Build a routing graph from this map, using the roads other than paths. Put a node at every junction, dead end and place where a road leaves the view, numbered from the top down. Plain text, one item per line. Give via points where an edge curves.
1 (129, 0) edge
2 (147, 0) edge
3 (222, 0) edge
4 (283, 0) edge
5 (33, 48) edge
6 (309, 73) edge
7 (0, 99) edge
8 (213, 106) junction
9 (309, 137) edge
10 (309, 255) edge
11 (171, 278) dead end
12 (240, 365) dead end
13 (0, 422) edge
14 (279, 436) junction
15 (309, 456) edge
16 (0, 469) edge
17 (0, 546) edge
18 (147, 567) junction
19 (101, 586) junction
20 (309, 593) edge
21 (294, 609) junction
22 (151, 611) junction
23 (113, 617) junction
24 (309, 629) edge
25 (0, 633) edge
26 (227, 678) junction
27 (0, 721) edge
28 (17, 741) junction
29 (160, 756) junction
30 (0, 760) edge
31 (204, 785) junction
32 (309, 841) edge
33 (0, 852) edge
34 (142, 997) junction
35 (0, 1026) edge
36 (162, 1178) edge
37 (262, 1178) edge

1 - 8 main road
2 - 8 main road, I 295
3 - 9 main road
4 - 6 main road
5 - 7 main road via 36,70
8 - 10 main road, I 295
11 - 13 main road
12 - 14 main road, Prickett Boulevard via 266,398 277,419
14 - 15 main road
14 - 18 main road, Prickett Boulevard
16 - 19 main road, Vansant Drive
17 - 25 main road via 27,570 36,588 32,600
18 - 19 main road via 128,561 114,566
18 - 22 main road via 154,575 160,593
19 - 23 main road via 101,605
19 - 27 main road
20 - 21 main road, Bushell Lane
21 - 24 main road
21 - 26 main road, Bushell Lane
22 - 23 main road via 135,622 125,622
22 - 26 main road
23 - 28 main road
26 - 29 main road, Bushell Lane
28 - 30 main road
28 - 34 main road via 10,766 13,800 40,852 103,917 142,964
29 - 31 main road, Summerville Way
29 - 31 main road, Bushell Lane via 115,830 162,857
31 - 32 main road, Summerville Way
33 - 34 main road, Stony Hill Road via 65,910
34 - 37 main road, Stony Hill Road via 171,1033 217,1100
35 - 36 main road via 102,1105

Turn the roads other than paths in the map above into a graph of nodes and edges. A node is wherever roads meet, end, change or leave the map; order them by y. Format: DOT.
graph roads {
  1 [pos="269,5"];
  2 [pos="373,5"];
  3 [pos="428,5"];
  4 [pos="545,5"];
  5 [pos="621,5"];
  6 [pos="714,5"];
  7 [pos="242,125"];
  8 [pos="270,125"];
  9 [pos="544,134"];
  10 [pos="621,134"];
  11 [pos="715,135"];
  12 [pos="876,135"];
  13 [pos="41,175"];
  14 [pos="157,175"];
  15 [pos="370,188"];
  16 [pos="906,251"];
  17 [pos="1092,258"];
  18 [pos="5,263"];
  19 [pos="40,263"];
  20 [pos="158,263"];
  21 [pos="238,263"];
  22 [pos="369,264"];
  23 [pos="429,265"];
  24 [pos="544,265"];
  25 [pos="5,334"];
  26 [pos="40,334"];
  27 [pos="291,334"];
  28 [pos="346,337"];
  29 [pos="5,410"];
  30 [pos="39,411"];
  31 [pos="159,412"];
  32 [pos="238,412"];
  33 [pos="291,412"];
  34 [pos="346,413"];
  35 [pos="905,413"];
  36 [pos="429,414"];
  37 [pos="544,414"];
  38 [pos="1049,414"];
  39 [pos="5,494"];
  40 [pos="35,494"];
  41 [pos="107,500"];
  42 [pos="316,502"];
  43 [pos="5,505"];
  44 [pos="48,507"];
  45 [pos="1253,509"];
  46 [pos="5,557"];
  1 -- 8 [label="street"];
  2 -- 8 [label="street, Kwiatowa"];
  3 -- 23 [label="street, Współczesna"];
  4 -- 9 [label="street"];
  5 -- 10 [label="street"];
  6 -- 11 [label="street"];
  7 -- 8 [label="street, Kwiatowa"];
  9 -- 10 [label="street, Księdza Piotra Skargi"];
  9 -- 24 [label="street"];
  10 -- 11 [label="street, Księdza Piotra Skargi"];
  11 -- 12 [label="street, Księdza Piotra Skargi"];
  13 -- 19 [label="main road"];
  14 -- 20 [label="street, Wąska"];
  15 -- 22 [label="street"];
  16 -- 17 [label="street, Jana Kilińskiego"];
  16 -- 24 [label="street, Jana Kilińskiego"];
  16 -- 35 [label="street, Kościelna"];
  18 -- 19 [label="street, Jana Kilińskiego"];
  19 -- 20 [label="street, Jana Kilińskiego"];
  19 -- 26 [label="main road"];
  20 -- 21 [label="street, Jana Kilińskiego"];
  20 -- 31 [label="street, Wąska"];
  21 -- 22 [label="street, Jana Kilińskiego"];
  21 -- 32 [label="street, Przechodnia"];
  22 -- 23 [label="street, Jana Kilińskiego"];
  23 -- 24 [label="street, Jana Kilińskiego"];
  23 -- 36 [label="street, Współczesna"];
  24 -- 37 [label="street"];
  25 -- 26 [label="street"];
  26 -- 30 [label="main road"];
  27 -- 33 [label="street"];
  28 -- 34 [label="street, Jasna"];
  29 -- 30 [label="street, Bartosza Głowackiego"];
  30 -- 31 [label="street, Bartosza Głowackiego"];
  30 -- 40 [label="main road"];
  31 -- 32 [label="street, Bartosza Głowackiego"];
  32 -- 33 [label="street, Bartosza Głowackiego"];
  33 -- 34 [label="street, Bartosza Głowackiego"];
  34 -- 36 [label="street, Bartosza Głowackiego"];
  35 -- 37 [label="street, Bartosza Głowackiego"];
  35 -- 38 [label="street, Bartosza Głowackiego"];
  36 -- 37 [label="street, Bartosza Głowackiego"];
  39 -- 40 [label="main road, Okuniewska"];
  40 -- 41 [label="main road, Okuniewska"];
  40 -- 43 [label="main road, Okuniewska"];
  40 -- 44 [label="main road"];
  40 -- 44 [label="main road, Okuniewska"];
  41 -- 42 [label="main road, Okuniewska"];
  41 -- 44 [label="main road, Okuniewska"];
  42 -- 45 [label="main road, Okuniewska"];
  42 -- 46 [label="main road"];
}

- _Work required_:
Could you report all lines of the listing that hold "Wąska"?

- _Written response_:
  14 -- 20 [label="street, Wąska"];
  20 -- 31 [label="street, Wąska"];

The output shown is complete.